== Segment start ==

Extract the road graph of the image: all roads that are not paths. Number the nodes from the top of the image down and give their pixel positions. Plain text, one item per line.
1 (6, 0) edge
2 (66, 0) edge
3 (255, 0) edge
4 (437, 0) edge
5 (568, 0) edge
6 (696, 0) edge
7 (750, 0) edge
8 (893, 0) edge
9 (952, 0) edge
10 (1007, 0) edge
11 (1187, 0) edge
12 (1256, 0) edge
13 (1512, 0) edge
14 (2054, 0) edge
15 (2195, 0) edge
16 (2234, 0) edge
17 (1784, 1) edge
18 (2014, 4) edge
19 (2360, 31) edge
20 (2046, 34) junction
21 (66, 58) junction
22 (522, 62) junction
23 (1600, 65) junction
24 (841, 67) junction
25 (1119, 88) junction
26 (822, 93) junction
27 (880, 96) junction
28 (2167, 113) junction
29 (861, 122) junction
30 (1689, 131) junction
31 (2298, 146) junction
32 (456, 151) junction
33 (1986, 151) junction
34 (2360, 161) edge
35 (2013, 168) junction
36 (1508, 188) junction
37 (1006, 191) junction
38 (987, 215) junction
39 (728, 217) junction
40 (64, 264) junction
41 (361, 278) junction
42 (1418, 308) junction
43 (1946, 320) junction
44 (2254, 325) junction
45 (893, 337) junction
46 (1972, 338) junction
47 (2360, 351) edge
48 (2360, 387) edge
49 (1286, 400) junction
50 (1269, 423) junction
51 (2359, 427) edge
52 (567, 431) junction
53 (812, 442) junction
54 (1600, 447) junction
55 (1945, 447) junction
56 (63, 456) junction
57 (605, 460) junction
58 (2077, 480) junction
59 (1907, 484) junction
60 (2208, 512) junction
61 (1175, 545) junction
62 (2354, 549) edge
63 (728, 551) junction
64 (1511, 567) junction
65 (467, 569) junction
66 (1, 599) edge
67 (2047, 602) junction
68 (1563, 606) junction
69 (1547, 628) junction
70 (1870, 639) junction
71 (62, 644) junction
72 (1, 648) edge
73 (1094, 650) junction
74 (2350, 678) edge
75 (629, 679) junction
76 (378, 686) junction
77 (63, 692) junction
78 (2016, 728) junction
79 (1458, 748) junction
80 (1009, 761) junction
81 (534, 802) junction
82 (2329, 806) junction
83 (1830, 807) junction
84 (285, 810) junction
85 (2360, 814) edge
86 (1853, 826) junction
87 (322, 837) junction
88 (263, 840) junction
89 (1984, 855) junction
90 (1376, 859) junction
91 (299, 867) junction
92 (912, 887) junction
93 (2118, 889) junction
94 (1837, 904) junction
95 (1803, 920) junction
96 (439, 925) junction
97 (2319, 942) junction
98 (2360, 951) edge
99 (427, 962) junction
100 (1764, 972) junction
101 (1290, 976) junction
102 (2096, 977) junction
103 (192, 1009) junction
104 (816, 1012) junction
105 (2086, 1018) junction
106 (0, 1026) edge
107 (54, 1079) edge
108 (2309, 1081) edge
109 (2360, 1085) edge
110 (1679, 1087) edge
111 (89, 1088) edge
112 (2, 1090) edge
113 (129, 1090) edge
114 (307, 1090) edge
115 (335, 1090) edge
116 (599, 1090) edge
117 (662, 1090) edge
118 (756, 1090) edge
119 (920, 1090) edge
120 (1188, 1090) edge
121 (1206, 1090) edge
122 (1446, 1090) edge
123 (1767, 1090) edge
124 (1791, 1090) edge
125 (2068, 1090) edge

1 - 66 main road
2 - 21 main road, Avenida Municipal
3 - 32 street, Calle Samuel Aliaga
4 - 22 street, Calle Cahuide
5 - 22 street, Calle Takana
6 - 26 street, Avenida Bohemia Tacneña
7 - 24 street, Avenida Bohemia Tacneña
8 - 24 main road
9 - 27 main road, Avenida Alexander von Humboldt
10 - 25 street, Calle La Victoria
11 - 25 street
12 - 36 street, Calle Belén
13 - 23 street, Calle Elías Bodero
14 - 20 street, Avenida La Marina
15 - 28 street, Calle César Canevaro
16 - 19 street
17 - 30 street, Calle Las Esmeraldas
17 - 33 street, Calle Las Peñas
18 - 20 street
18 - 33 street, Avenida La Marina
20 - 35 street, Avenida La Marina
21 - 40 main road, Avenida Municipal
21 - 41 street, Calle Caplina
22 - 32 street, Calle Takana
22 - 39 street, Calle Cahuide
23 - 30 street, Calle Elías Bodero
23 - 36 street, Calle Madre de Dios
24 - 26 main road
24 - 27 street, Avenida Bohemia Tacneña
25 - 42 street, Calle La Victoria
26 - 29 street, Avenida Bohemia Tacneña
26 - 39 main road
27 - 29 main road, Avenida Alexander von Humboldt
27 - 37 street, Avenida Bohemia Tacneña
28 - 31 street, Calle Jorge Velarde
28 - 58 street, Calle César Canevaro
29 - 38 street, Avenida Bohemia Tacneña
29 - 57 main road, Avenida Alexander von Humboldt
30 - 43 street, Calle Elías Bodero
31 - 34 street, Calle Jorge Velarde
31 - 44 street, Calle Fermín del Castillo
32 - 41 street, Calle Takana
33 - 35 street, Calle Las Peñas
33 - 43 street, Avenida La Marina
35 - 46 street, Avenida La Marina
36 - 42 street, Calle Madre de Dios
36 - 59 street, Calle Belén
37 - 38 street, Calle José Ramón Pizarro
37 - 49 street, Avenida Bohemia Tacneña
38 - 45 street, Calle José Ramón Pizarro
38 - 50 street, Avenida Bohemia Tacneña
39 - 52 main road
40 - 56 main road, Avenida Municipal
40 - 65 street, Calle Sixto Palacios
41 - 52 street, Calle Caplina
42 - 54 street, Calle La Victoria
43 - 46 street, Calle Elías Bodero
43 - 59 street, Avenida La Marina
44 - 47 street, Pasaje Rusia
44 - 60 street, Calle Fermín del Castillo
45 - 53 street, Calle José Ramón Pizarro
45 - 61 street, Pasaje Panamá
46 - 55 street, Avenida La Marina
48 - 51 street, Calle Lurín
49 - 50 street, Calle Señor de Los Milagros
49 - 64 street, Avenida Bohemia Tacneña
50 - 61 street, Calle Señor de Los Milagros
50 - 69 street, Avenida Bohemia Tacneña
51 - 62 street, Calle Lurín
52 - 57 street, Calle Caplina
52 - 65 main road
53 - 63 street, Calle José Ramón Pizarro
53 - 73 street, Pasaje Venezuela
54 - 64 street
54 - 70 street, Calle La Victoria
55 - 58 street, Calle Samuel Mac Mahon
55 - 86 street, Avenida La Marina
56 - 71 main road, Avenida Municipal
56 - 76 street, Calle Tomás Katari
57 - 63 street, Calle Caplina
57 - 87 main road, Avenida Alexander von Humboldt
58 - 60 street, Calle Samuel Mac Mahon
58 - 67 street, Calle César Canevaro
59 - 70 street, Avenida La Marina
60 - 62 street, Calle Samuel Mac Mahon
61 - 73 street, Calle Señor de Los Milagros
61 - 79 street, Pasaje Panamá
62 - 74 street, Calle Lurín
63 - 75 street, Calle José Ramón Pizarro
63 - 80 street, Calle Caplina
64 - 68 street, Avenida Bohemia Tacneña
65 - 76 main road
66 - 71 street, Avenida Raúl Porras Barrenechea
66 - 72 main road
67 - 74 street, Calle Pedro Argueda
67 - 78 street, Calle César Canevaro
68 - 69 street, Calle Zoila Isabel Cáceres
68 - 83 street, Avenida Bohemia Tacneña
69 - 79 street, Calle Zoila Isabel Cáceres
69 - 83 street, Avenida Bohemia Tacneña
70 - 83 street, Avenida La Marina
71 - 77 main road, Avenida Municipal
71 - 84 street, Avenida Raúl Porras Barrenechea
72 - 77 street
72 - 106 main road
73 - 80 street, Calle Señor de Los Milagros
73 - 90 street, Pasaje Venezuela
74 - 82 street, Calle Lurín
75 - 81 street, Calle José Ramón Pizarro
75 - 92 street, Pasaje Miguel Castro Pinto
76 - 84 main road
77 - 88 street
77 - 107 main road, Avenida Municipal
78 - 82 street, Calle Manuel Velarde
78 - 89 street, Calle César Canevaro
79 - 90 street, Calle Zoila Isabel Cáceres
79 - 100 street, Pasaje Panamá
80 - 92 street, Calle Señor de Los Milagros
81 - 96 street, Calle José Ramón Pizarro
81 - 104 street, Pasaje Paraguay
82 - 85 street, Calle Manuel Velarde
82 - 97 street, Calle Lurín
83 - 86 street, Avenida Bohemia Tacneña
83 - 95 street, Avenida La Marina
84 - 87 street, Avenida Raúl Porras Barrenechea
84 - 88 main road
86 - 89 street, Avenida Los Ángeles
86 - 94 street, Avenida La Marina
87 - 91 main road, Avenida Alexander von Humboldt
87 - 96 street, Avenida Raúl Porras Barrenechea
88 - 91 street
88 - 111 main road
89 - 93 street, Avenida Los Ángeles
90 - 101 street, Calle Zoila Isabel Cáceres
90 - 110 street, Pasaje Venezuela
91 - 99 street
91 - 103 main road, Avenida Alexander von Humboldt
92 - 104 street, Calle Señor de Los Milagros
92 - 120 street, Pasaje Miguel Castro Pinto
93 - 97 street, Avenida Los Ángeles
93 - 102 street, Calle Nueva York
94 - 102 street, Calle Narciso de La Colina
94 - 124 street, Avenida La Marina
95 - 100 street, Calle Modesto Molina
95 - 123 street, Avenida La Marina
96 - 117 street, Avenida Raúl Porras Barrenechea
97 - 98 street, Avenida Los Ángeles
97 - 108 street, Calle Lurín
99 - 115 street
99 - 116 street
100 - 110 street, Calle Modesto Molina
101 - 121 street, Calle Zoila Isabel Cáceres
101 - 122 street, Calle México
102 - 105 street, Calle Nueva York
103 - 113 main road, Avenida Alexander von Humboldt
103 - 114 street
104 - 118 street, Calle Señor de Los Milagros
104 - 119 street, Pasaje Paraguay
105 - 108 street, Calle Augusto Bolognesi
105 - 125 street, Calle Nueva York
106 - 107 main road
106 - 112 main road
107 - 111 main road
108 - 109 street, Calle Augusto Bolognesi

== Segment end ==

Task description: Give the count of lines in the listing above that hold the word "Samuel", and say nothing else.

Exercise result: 4